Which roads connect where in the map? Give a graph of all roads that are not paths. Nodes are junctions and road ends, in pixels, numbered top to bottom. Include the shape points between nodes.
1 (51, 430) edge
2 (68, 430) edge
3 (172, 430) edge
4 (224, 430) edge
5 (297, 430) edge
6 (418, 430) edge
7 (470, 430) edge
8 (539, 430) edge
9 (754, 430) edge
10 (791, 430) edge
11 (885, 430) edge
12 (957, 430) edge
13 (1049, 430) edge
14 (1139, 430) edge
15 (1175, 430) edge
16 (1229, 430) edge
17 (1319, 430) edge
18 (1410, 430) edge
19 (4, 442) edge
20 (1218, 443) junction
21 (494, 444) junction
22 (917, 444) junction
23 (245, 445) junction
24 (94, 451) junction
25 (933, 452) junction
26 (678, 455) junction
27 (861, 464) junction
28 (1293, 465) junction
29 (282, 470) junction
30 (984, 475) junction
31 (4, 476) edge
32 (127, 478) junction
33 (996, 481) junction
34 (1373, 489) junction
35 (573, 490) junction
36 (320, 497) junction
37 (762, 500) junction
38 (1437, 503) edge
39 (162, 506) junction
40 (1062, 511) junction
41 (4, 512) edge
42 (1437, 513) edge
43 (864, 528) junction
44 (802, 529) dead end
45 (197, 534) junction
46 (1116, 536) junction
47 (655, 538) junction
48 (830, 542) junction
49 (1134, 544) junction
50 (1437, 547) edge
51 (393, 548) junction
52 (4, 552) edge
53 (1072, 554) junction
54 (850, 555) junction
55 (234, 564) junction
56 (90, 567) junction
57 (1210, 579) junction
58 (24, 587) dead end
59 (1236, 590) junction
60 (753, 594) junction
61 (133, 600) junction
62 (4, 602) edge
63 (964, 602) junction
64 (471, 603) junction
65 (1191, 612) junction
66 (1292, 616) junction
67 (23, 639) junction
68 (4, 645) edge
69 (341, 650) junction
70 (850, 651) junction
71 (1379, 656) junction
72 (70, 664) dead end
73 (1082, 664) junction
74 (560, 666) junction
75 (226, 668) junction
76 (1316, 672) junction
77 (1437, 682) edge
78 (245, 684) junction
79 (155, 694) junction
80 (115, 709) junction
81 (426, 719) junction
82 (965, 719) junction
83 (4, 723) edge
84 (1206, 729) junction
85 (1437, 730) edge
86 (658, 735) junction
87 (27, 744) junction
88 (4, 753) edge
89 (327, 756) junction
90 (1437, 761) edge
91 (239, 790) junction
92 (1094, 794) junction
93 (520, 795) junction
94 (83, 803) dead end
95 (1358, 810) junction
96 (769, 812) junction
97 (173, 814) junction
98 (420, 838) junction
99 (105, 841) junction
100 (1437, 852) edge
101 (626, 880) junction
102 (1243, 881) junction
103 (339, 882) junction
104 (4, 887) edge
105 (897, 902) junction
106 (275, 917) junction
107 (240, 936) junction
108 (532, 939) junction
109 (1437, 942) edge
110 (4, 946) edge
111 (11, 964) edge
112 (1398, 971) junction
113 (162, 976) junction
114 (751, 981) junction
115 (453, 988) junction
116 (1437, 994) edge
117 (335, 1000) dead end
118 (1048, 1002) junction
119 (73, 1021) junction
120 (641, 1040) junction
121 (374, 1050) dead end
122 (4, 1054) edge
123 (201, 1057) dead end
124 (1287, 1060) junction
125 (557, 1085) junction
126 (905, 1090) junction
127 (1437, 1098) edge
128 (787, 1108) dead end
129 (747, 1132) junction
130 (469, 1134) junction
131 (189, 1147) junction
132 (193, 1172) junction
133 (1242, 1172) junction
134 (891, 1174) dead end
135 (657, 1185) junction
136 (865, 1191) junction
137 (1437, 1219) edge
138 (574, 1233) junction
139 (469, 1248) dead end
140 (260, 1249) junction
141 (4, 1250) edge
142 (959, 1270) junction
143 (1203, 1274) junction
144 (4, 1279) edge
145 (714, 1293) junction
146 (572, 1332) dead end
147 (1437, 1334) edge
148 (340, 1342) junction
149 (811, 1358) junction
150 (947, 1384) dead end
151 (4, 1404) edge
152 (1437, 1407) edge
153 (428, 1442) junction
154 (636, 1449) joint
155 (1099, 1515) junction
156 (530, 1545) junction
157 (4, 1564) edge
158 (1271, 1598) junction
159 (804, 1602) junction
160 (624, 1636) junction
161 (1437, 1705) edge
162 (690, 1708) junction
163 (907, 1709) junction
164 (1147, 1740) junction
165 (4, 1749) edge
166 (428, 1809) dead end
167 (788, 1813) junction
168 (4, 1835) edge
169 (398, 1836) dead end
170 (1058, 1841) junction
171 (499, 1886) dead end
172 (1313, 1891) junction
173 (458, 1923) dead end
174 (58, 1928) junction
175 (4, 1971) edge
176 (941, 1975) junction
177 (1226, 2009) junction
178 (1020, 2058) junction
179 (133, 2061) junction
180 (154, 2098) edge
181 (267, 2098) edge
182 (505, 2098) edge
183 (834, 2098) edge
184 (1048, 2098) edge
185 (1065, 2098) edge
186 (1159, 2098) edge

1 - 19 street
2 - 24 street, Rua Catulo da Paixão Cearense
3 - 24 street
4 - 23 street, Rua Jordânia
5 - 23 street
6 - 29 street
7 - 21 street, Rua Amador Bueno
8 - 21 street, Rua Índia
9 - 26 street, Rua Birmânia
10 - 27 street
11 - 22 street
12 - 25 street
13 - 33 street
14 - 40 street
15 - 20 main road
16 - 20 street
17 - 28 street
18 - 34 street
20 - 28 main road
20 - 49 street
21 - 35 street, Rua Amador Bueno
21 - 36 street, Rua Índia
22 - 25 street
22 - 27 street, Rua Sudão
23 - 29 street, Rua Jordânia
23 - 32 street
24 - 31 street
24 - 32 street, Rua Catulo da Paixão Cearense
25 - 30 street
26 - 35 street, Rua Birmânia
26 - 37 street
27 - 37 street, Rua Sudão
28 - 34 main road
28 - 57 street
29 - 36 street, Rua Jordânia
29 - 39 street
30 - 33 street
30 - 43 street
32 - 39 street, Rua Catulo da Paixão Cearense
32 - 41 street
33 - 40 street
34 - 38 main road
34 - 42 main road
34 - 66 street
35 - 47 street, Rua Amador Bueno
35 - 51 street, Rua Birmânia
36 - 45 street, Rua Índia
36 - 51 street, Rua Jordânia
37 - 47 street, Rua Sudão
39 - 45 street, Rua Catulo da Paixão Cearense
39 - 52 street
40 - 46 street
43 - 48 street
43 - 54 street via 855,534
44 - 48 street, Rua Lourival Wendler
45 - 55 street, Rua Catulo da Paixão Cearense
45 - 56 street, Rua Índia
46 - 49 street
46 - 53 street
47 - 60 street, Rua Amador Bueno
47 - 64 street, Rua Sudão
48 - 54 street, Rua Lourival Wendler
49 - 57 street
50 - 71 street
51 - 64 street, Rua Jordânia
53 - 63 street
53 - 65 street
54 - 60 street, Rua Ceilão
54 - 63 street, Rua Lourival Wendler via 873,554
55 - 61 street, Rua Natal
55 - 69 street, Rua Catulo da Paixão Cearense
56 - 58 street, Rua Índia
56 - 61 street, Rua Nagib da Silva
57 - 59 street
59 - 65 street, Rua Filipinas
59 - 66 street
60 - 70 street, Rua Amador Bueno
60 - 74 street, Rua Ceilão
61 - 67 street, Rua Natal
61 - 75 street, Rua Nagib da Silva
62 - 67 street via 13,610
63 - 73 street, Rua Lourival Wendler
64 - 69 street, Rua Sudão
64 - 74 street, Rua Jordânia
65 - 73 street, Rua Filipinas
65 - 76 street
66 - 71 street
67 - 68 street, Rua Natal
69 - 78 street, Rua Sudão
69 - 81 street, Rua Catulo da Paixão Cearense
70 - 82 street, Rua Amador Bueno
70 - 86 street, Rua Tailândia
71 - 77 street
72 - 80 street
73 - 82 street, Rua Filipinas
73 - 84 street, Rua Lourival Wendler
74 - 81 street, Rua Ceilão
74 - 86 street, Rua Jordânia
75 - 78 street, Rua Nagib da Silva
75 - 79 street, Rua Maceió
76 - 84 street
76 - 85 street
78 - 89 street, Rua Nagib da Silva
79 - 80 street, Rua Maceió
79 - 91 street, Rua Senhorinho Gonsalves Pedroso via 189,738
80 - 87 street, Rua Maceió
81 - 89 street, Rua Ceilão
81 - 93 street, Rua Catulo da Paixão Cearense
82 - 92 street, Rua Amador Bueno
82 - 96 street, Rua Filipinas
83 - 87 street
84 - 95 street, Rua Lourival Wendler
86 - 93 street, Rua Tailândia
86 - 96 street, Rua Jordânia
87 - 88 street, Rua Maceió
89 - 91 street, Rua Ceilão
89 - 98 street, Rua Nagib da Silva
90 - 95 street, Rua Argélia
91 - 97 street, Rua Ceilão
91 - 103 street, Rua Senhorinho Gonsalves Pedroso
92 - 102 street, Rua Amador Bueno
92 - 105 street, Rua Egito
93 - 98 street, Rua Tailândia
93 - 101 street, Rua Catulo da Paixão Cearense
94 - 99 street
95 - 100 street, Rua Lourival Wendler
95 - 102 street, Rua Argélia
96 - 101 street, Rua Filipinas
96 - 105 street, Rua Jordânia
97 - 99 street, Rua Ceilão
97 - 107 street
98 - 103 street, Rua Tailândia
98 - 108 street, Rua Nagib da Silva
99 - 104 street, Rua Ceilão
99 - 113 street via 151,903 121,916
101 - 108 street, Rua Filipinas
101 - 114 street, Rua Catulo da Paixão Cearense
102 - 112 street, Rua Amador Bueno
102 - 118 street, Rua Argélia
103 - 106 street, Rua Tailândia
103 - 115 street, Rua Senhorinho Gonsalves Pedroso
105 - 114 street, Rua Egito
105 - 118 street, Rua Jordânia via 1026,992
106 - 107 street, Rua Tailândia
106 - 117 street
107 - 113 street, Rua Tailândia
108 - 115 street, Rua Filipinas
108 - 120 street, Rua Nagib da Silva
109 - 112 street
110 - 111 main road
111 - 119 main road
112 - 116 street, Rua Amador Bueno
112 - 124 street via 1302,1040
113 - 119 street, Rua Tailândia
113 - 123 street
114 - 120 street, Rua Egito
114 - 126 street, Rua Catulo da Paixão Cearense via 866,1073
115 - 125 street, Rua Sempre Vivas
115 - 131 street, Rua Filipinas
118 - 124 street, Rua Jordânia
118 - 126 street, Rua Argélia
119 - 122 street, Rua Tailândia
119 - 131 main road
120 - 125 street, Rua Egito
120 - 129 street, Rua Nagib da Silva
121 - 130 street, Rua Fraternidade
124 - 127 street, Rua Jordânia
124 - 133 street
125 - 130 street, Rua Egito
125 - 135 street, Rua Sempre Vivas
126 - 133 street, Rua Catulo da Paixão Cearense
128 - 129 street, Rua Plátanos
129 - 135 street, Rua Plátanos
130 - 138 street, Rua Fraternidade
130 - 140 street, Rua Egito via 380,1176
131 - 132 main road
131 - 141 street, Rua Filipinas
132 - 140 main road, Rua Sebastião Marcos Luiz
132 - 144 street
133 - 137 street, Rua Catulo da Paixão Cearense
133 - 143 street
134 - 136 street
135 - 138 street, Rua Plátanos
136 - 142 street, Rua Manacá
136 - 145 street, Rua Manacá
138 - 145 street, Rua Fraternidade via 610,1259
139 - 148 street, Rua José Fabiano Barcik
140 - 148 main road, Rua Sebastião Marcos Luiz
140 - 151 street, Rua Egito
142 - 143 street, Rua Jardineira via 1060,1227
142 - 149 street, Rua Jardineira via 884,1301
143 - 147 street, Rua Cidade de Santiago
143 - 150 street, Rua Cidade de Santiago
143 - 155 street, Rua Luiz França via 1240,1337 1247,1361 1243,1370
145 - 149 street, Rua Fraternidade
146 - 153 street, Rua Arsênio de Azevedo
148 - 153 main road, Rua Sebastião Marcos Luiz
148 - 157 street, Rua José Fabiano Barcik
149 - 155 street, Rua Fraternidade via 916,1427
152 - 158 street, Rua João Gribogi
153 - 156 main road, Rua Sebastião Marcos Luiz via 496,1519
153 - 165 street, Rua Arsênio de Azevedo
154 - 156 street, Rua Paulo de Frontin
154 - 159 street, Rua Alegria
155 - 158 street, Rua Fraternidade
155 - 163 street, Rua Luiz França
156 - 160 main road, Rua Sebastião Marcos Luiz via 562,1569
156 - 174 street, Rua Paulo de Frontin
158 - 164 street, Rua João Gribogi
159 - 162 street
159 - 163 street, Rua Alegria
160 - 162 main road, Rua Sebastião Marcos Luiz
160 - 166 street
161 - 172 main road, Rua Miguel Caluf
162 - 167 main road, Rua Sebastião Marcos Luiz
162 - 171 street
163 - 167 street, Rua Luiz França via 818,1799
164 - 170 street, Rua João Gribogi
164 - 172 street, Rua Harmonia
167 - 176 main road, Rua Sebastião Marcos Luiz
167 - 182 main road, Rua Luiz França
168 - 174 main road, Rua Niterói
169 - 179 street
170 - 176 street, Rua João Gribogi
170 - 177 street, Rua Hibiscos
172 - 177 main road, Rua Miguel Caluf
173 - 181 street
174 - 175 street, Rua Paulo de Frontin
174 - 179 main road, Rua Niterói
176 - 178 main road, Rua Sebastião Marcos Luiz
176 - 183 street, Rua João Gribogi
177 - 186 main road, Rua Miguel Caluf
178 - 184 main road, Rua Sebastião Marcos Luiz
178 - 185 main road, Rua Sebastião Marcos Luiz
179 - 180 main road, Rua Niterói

○ ○ ○ ○

### Assignment
In the lines above, spot each one that contains the word "Gribogi" and copy it.

### Result of this exercise
152 - 158 street, Rua João Gribogi
158 - 164 street, Rua João Gribogi
164 - 170 street, Rua João Gribogi
170 - 176 street, Rua João Gribogi
176 - 183 street, Rua João Gribogi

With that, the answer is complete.